[Exercise instructions]: Retype the entries exactly; omit all pictures.

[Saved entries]
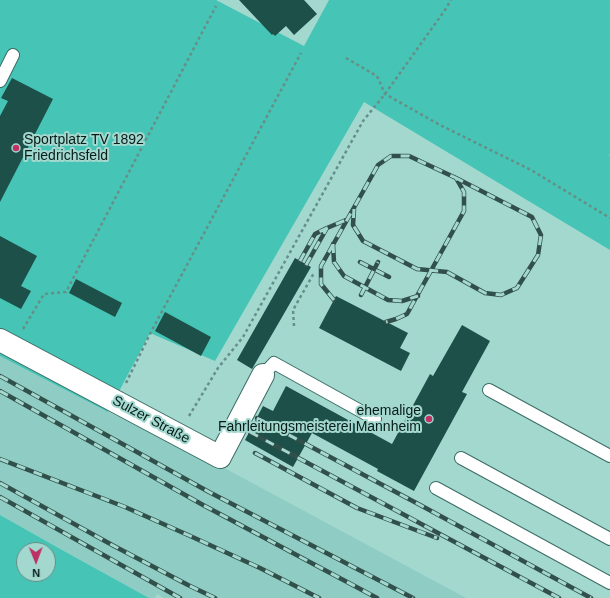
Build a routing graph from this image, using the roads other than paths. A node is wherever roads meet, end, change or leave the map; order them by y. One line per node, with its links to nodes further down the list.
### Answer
1 (12, 55): 2 (lane)
2 (0, 81)
3 (6, 343): 4 (street, Sulzer Straße)
4 (263, 375): 6 (lane)
5 (489, 390): 7 (lane)
6 (375, 419)
7 (610, 456)
8 (461, 458): 10 (lane)
9 (436, 488): 11 (lane)
10 (610, 539)
11 (610, 583)

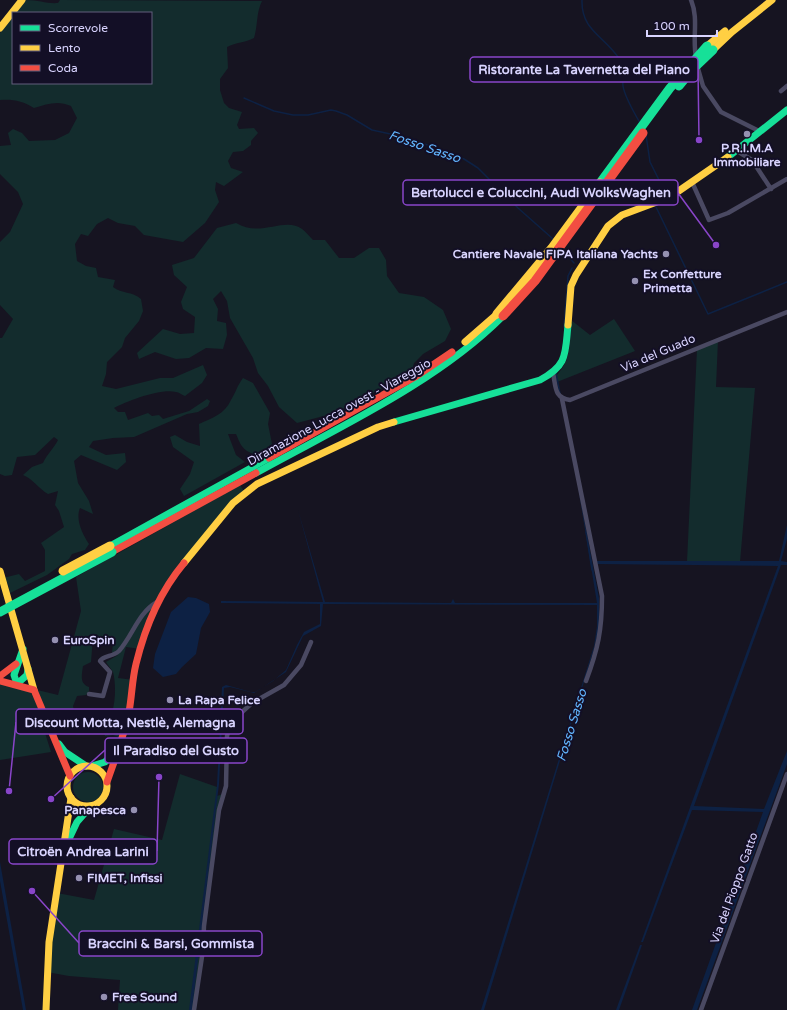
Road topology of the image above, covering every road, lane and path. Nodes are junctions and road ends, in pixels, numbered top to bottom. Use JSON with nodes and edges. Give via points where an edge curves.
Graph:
{"nodes":[{"id":1,"x":22,"y":0,"type":"edge"},
{"id":2,"x":691,"y":0,"type":"edge"},
{"id":3,"x":763,"y":0,"type":"edge"},
{"id":4,"x":772,"y":0,"type":"edge"},
{"id":5,"x":13,"y":12,"type":"edge"},
{"id":6,"x":12,"y":13,"type":"edge"},
{"id":7,"x":0,"y":28,"type":"edge"},
{"id":8,"x":710,"y":48,"type":"junction"},
{"id":9,"x":787,"y":86,"type":"edge"},
{"id":10,"x":781,"y":91,"type":"dead end"},
{"id":11,"x":787,"y":110,"type":"edge"},
{"id":12,"x":759,"y":131,"type":"junction"},
{"id":13,"x":737,"y":150,"type":"junction"},
{"id":14,"x":787,"y":179,"type":"edge"},
{"id":15,"x":692,"y":182,"type":"junction"},
{"id":16,"x":771,"y":189,"type":"junction"},
{"id":17,"x":787,"y":312,"type":"edge"},
{"id":18,"x":552,"y":373,"type":"junction"},
{"id":19,"x":418,"y":380,"type":"junction"},
{"id":20,"x":562,"y":399,"type":"junction"},
{"id":21,"x":111,"y":549,"type":"junction"},
{"id":22,"x":0,"y":571,"type":"edge"},
{"id":23,"x":157,"y":602,"type":"junction"},
{"id":24,"x":0,"y":605,"type":"edge"},
{"id":25,"x":0,"y":612,"type":"edge"},
{"id":26,"x":311,"y":642,"type":"dead end"},
{"id":27,"x":23,"y":649,"type":"junction"},
{"id":28,"x":18,"y":660,"type":"junction"},
{"id":29,"x":28,"y":669,"type":"junction"},
{"id":30,"x":0,"y":676,"type":"edge"},
{"id":31,"x":0,"y":681,"type":"edge"},
{"id":32,"x":586,"y":681,"type":"dead end"},
{"id":33,"x":17,"y":684,"type":"junction"},
{"id":34,"x":34,"y":690,"type":"junction"},
{"id":35,"x":89,"y":694,"type":"dead end"},
{"id":36,"x":53,"y":736,"type":"junction"},
{"id":37,"x":119,"y":749,"type":"junction"},
{"id":38,"x":89,"y":766,"type":"junction"},
{"id":39,"x":787,"y":774,"type":"edge"},
{"id":40,"x":70,"y":776,"type":"junction"},
{"id":41,"x":107,"y":782,"type":"junction"},
{"id":42,"x":71,"y":798,"type":"junction"},
{"id":43,"x":91,"y":806,"type":"junction"},
{"id":44,"x":64,"y":849,"type":"junction"},
{"id":45,"x":46,"y":1010,"type":"edge"},
{"id":46,"x":194,"y":1010,"type":"edge"},
{"id":47,"x":701,"y":1010,"type":"edge"}],
"edges":[{"from":1,"to":5,"type":"main road"},
{"from":2,"to":12,"type":"street","via":[[695,15],[694,50],[702,86],[721,112]]},
{"from":3,"to":8,"type":"main road","name":"Diramazione Lucca ovest - Viareggio"},
{"from":4,"to":8,"type":"main road","name":"Diramazione Lucca ovest - Viareggio"},
{"from":6,"to":7,"type":"main road"},
{"from":8,"to":19,"type":"main road","name":"Diramazione Lucca ovest - Viareggio","bridge":true,"via":[[688,64],[500,315]]},
{"from":9,"to":10,"type":"street"},
{"from":11,"to":12,"type":"main road"},
{"from":12,"to":13,"type":"main road"},
{"from":13,"to":15,"type":"main road"},
{"from":13,"to":16,"type":"street","via":[[752,160]]},
{"from":14,"to":16,"type":"street"},
{"from":15,"to":16,"type":"street","via":[[709,220],[728,213]]},
{"from":15,"to":18,"type":"main road","via":[[670,197],[622,215],[608,226],[597,241],[571,286],[565,358]]},
{"from":17,"to":20,"type":"street","name":"Via del Guado","via":[[570,400]]},
{"from":18,"to":20,"type":"street"},
{"from":18,"to":23,"type":"main road","via":[[540,380],[378,427],[257,484],[216,522],[171,578]]},
{"from":19,"to":21,"type":"main road","name":"Diramazione Lucca ovest - Viareggio","via":[[171,519]]},
{"from":19,"to":21,"type":"main road","name":"Diramazione Lucca ovest - Viareggio","via":[[175,509]]},
{"from":20,"to":32,"type":"street","via":[[602,596],[598,651]]},
{"from":21,"to":24,"type":"main road","name":"Diramazione Lucca ovest - Viareggio","bridge":true},
{"from":21,"to":25,"type":"main road","name":"Diramazione Lucca ovest - Viareggio","bridge":true},
{"from":22,"to":27,"type":"main road"},
{"from":23,"to":35,"type":"street","via":[[149,606],[141,616],[117,653],[100,661],[110,672],[103,696]]},
{"from":23,"to":37,"type":"main road","via":[[136,665],[129,712]]},
{"from":26,"to":46,"type":"street","via":[[301,665],[284,685],[252,703],[231,722],[227,736],[226,786],[219,810]]},
{"from":27,"to":28,"type":"main road"},
{"from":27,"to":29,"type":"main road"},
{"from":28,"to":30,"type":"main road","via":[[13,668]]},
{"from":28,"to":33,"type":"main road","via":[[14,675]]},
{"from":29,"to":33,"type":"main road","via":[[27,675]]},
{"from":29,"to":34,"type":"main road"},
{"from":31,"to":33,"type":"main road"},
{"from":33,"to":34,"type":"main road"},
{"from":34,"to":36,"type":"main road"},
{"from":36,"to":38,"type":"main road","via":[[65,752]]},
{"from":36,"to":40,"type":"main road"},
{"from":37,"to":38,"type":"main road","via":[[106,762]]},
{"from":37,"to":41,"type":"main road"},
{"from":38,"to":40,"type":"main road","via":[[79,767]]},
{"from":38,"to":41,"type":"main road","via":[[102,772]]},
{"from":39,"to":47,"type":"street","name":"Via del Pioppo Gatto"},
{"from":40,"to":42,"type":"main road","via":[[67,787]]},
{"from":41,"to":43,"type":"main road","via":[[108,788],[102,800]]},
{"from":42,"to":43,"type":"main road","via":[[80,805]]},
{"from":42,"to":44,"type":"main road"},
{"from":43,"to":44,"type":"main road","via":[[77,822]]},
{"from":44,"to":45,"type":"main road","via":[[49,942]]}]}
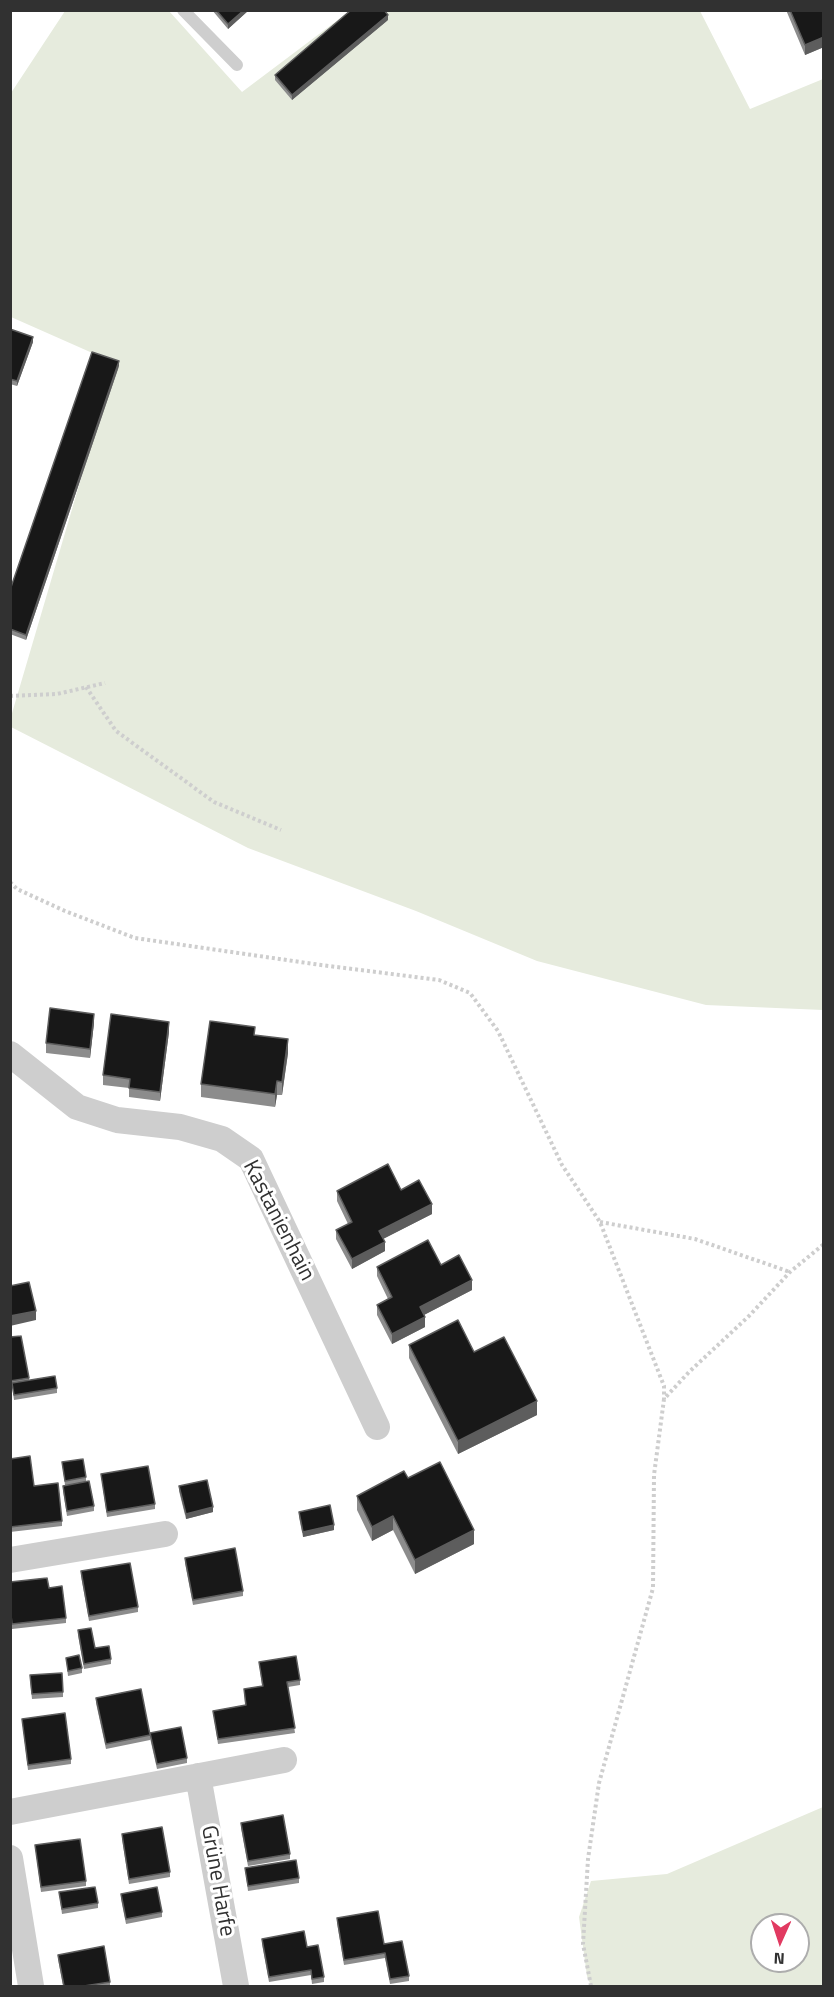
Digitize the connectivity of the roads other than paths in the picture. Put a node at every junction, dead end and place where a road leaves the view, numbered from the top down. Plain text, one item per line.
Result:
1 (183, 10) edge
2 (237, 65) dead end
3 (10, 1054) edge
4 (377, 1426) dead end
5 (165, 1534) dead end
6 (10, 1560) edge
7 (284, 1760) dead end
8 (198, 1776) junction
9 (10, 1812) edge
10 (10, 1858) edge
11 (31, 1986) edge
12 (236, 1986) edge

1 - 2 lane
3 - 4 street, Kastanienhain
5 - 6 street
7 - 8 street
8 - 9 street
8 - 12 street, Grüne Harfe
10 - 11 street

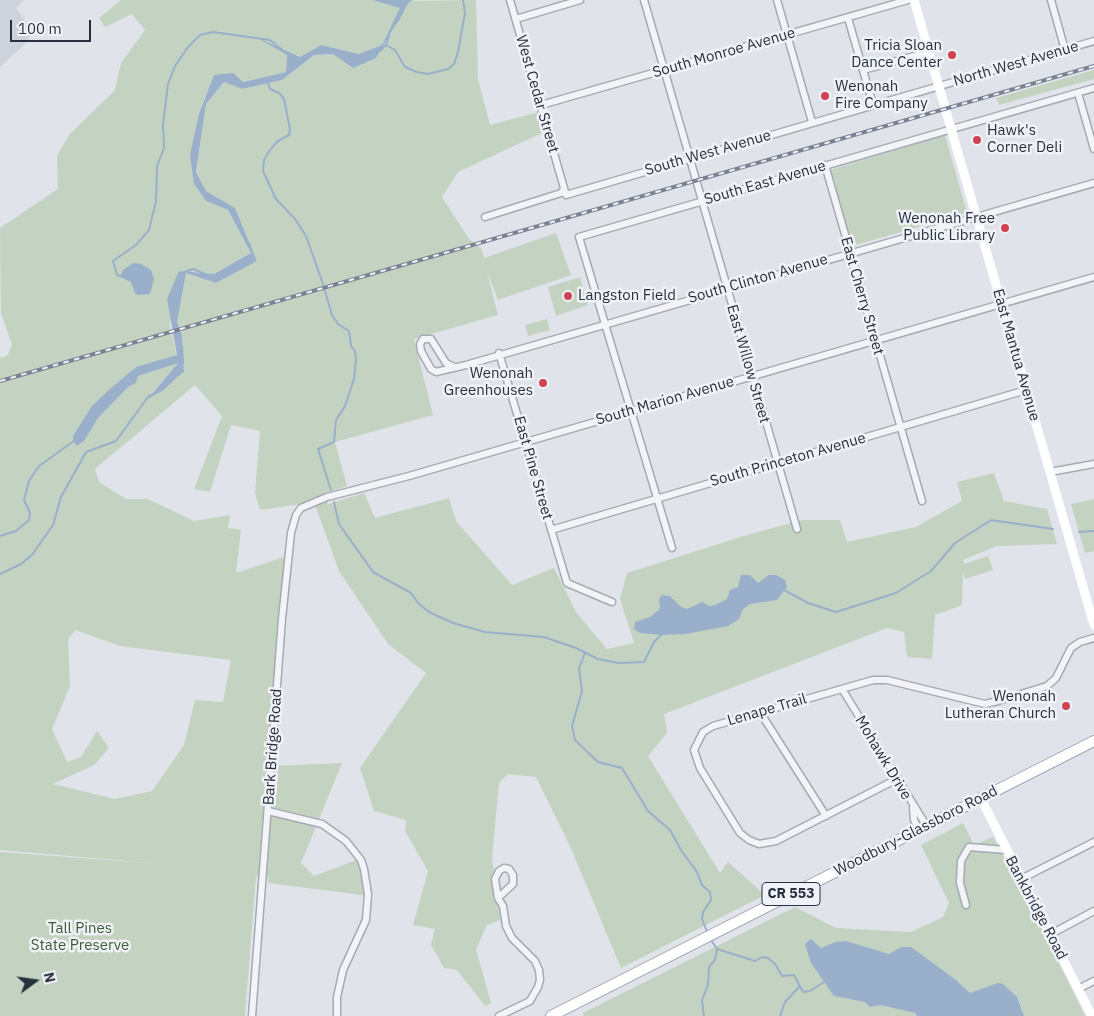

[Result for this task]:
Build a routing graph from this image, using the roads other than paths. A node is wherever roads meet, end, change or leave the map; order them by y. One line per node, with its links to nodes further down the list.
### Answer
1 (12, 55): 2 (lane)
2 (0, 81)
3 (6, 343): 4 (street, Sulzer Straße)
4 (263, 375): 6 (lane)
5 (489, 390): 7 (lane)
6 (375, 419)
7 (610, 456)
8 (461, 458): 10 (lane)
9 (436, 488): 11 (lane)
10 (610, 539)
11 (610, 583)

Road topology of the image above, covering every road, lane and path. Nodes are junctions and road ends, in pixels, numbered top to bottom. Use JSON with nodes and edges. Give via points where an edge curves.
Graph:
{"nodes":[{"id":1,"x":22,"y":0,"type":"edge"},
{"id":2,"x":691,"y":0,"type":"edge"},
{"id":3,"x":763,"y":0,"type":"edge"},
{"id":4,"x":772,"y":0,"type":"edge"},
{"id":5,"x":13,"y":12,"type":"edge"},
{"id":6,"x":12,"y":13,"type":"edge"},
{"id":7,"x":0,"y":28,"type":"edge"},
{"id":8,"x":710,"y":48,"type":"junction"},
{"id":9,"x":787,"y":86,"type":"edge"},
{"id":10,"x":781,"y":91,"type":"dead end"},
{"id":11,"x":787,"y":110,"type":"edge"},
{"id":12,"x":759,"y":131,"type":"junction"},
{"id":13,"x":737,"y":150,"type":"junction"},
{"id":14,"x":787,"y":179,"type":"edge"},
{"id":15,"x":692,"y":182,"type":"junction"},
{"id":16,"x":771,"y":189,"type":"junction"},
{"id":17,"x":787,"y":312,"type":"edge"},
{"id":18,"x":552,"y":373,"type":"junction"},
{"id":19,"x":418,"y":380,"type":"junction"},
{"id":20,"x":562,"y":399,"type":"junction"},
{"id":21,"x":111,"y":549,"type":"junction"},
{"id":22,"x":0,"y":571,"type":"edge"},
{"id":23,"x":157,"y":602,"type":"junction"},
{"id":24,"x":0,"y":605,"type":"edge"},
{"id":25,"x":0,"y":612,"type":"edge"},
{"id":26,"x":311,"y":642,"type":"dead end"},
{"id":27,"x":23,"y":649,"type":"junction"},
{"id":28,"x":18,"y":660,"type":"junction"},
{"id":29,"x":28,"y":669,"type":"junction"},
{"id":30,"x":0,"y":676,"type":"edge"},
{"id":31,"x":0,"y":681,"type":"edge"},
{"id":32,"x":586,"y":681,"type":"dead end"},
{"id":33,"x":17,"y":684,"type":"junction"},
{"id":34,"x":34,"y":690,"type":"junction"},
{"id":35,"x":89,"y":694,"type":"dead end"},
{"id":36,"x":53,"y":736,"type":"junction"},
{"id":37,"x":119,"y":749,"type":"junction"},
{"id":38,"x":89,"y":766,"type":"junction"},
{"id":39,"x":787,"y":774,"type":"edge"},
{"id":40,"x":70,"y":776,"type":"junction"},
{"id":41,"x":107,"y":782,"type":"junction"},
{"id":42,"x":71,"y":798,"type":"junction"},
{"id":43,"x":91,"y":806,"type":"junction"},
{"id":44,"x":64,"y":849,"type":"junction"},
{"id":45,"x":46,"y":1010,"type":"edge"},
{"id":46,"x":194,"y":1010,"type":"edge"},
{"id":47,"x":701,"y":1010,"type":"edge"}],
"edges":[{"from":1,"to":5,"type":"main road"},
{"from":2,"to":12,"type":"street","via":[[695,15],[694,50],[702,86],[721,112]]},
{"from":3,"to":8,"type":"main road","name":"Diramazione Lucca ovest - Viareggio"},
{"from":4,"to":8,"type":"main road","name":"Diramazione Lucca ovest - Viareggio"},
{"from":6,"to":7,"type":"main road"},
{"from":8,"to":19,"type":"main road","name":"Diramazione Lucca ovest - Viareggio","bridge":true,"via":[[688,64],[500,315]]},
{"from":9,"to":10,"type":"street"},
{"from":11,"to":12,"type":"main road"},
{"from":12,"to":13,"type":"main road"},
{"from":13,"to":15,"type":"main road"},
{"from":13,"to":16,"type":"street","via":[[752,160]]},
{"from":14,"to":16,"type":"street"},
{"from":15,"to":16,"type":"street","via":[[709,220],[728,213]]},
{"from":15,"to":18,"type":"main road","via":[[670,197],[622,215],[608,226],[597,241],[571,286],[565,358]]},
{"from":17,"to":20,"type":"street","name":"Via del Guado","via":[[570,400]]},
{"from":18,"to":20,"type":"street"},
{"from":18,"to":23,"type":"main road","via":[[540,380],[378,427],[257,484],[216,522],[171,578]]},
{"from":19,"to":21,"type":"main road","name":"Diramazione Lucca ovest - Viareggio","via":[[171,519]]},
{"from":19,"to":21,"type":"main road","name":"Diramazione Lucca ovest - Viareggio","via":[[175,509]]},
{"from":20,"to":32,"type":"street","via":[[602,596],[598,651]]},
{"from":21,"to":24,"type":"main road","name":"Diramazione Lucca ovest - Viareggio","bridge":true},
{"from":21,"to":25,"type":"main road","name":"Diramazione Lucca ovest - Viareggio","bridge":true},
{"from":22,"to":27,"type":"main road"},
{"from":23,"to":35,"type":"street","via":[[149,606],[141,616],[117,653],[100,661],[110,672],[103,696]]},
{"from":23,"to":37,"type":"main road","via":[[136,665],[129,712]]},
{"from":26,"to":46,"type":"street","via":[[301,665],[284,685],[252,703],[231,722],[227,736],[226,786],[219,810]]},
{"from":27,"to":28,"type":"main road"},
{"from":27,"to":29,"type":"main road"},
{"from":28,"to":30,"type":"main road","via":[[13,668]]},
{"from":28,"to":33,"type":"main road","via":[[14,675]]},
{"from":29,"to":33,"type":"main road","via":[[27,675]]},
{"from":29,"to":34,"type":"main road"},
{"from":31,"to":33,"type":"main road"},
{"from":33,"to":34,"type":"main road"},
{"from":34,"to":36,"type":"main road"},
{"from":36,"to":38,"type":"main road","via":[[65,752]]},
{"from":36,"to":40,"type":"main road"},
{"from":37,"to":38,"type":"main road","via":[[106,762]]},
{"from":37,"to":41,"type":"main road"},
{"from":38,"to":40,"type":"main road","via":[[79,767]]},
{"from":38,"to":41,"type":"main road","via":[[102,772]]},
{"from":39,"to":47,"type":"street","name":"Via del Pioppo Gatto"},
{"from":40,"to":42,"type":"main road","via":[[67,787]]},
{"from":41,"to":43,"type":"main road","via":[[108,788],[102,800]]},
{"from":42,"to":43,"type":"main road","via":[[80,805]]},
{"from":42,"to":44,"type":"main road"},
{"from":43,"to":44,"type":"main road","via":[[77,822]]},
{"from":44,"to":45,"type":"main road","via":[[49,942]]}]}
Digitize the connectivity of the roads other than paths in the picture. Put a node at every junction, dead end and place where a road leaves the view, numbered from the top down. Plain text, one item per line.
Result:
1 (183, 10) edge
2 (237, 65) dead end
3 (10, 1054) edge
4 (377, 1426) dead end
5 (165, 1534) dead end
6 (10, 1560) edge
7 (284, 1760) dead end
8 (198, 1776) junction
9 (10, 1812) edge
10 (10, 1858) edge
11 (31, 1986) edge
12 (236, 1986) edge

1 - 2 lane
3 - 4 street, Kastanienhain
5 - 6 street
7 - 8 street
8 - 9 street
8 - 12 street, Grüne Harfe
10 - 11 street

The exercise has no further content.